The Nobel Peace Prize 2006
Born: 28 June 1940, Chittagong, British India (now Bangladesh)
Residence at the time of the award: Bangladesh
Role: Founder of Grameen Bank
Prize motivation: “for their efforts to create economic and social development from below.”
Banker to the Poorest of the Poor
Muhammad Yunus and Grameen Bank were awarded the Nobel Peace Prize for 2006 for their work to “create economic and social development from below”. Grameen Bank’s objective since its establishment in 1983 has been to grant poor people small loans on easy terms – so-called micro-credit – and Yunus was the bank’s founder.
In 1972, following studies in Bangladesh and the USA, Yunus was appointed professor of economics at the University of Chittagong.
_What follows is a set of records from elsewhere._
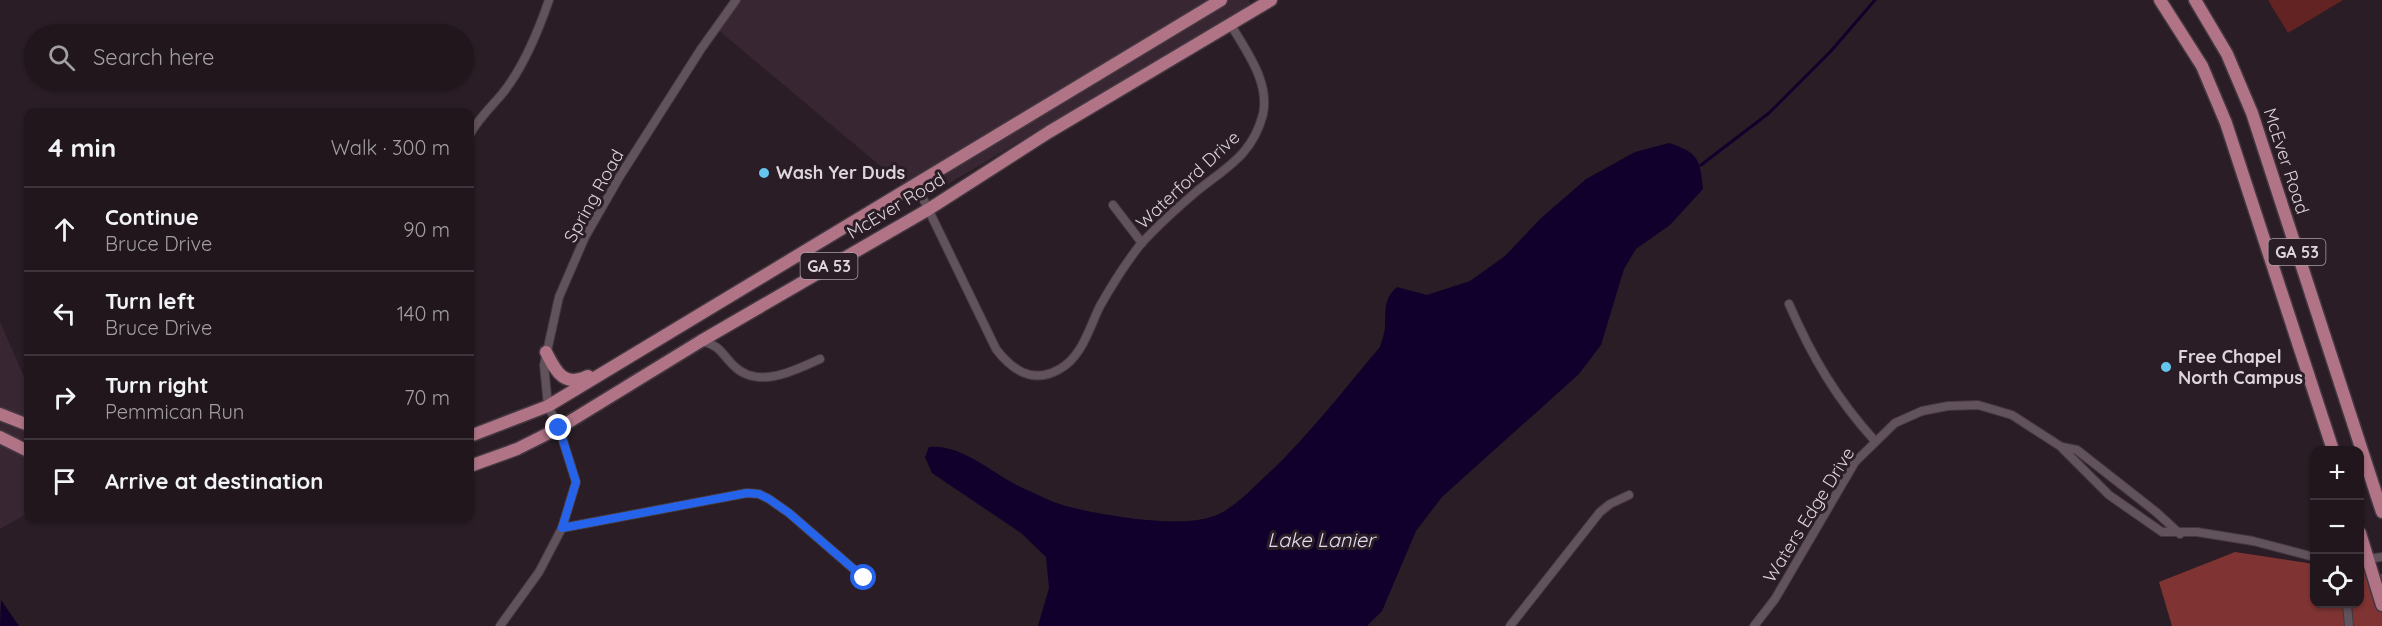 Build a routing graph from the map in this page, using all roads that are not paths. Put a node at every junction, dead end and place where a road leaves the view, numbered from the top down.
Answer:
1 (549, 0) edge
2 (736, 0) edge
3 (1221, 0) edge
4 (1271, 0) edge
5 (2160, 0) edge
6 (2195, 0) edge
7 (1231, 25) junction
8 (474, 128) edge
9 (916, 184) junction
10 (1113, 205) dead end
11 (929, 209) junction
12 (1142, 243) junction
13 (1789, 304) dead end
14 (666, 337) junction
15 (701, 341) junction
16 (546, 352) junction
17 (820, 359) dead end
18 (548, 406) junction
19 (0, 414) edge
20 (24, 423) edge
21 (559, 428) junction
22 (474, 434) edge
23 (0, 437) edge
24 (1875, 441) junction
25 (2060, 446) junction
26 (2332, 446) edge
27 (24, 449) edge
28 (474, 465) edge
29 (1629, 495) dead end
30 (2382, 512) edge
31 (562, 528) junction
32 (2180, 534) junction
33 (2310, 555) edge
34 (2382, 557) edge
35 (2364, 558) edge
36 (2364, 560) edge
37 (864, 578) dead end
38 (2382, 605) edge
39 (2347, 608) edge
40 (500, 626) edge
41 (1510, 626) edge
42 (1754, 626) edge
43 (2349, 626) edge

1 - 8 street
2 - 16 street, Spring Road
3 - 9 main road, McEver Road / GA 53
4 - 7 main road, McEver Road / GA 53
5 - 26 main road, GA 53
6 - 30 main road, McEver Road / GA 53
7 - 11 main road, McEver Road / GA 53
7 - 12 street, Waterford Drive
9 - 11 street, Waterford Drive
9 - 14 main road, McEver Road / GA 53
10 - 12 street
11 - 12 street, Waterford Drive
11 - 15 main road, McEver Road / GA 53
13 - 24 street
14 - 16 main road
14 - 18 main road, McEver Road / GA 53
15 - 17 street
15 - 21 main road, McEver Road / GA 53
16 - 18 street, Spring Road
18 - 21 street, Spring Road
18 - 22 main road, McEver Road / GA 53
19 - 20 main road
21 - 28 main road, McEver Road / GA 53
21 - 31 street, Spring Road
23 - 27 main road
24 - 25 street, Waters Edge Drive
24 - 42 street, Waters Edge Drive
25 - 32 street, Waters Edge Drive
25 - 32 street, Waters Edge Drive
29 - 41 street
31 - 37 street
31 - 40 street, Spring Road
32 - 33 street, Waters Edge Drive
34 - 35 street
36 - 38 main road
39 - 43 street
When Bangladesh suffered a famine in 1974, he felt that he had to do something more for the poor beyond simply teaching. He decided to give long-term loans to people who wanted to start their own small enterprises. This initiative was extended on a larger scale through Grameen Bank.
According to Yunus, poverty means being deprived of all human value. He regards micro-credit both as a human right and as an effective means of emerging from poverty: Lend the poor money in amounts which suit them, teach them a few basic financial principles, and they generally manage on their own, Yunus claims.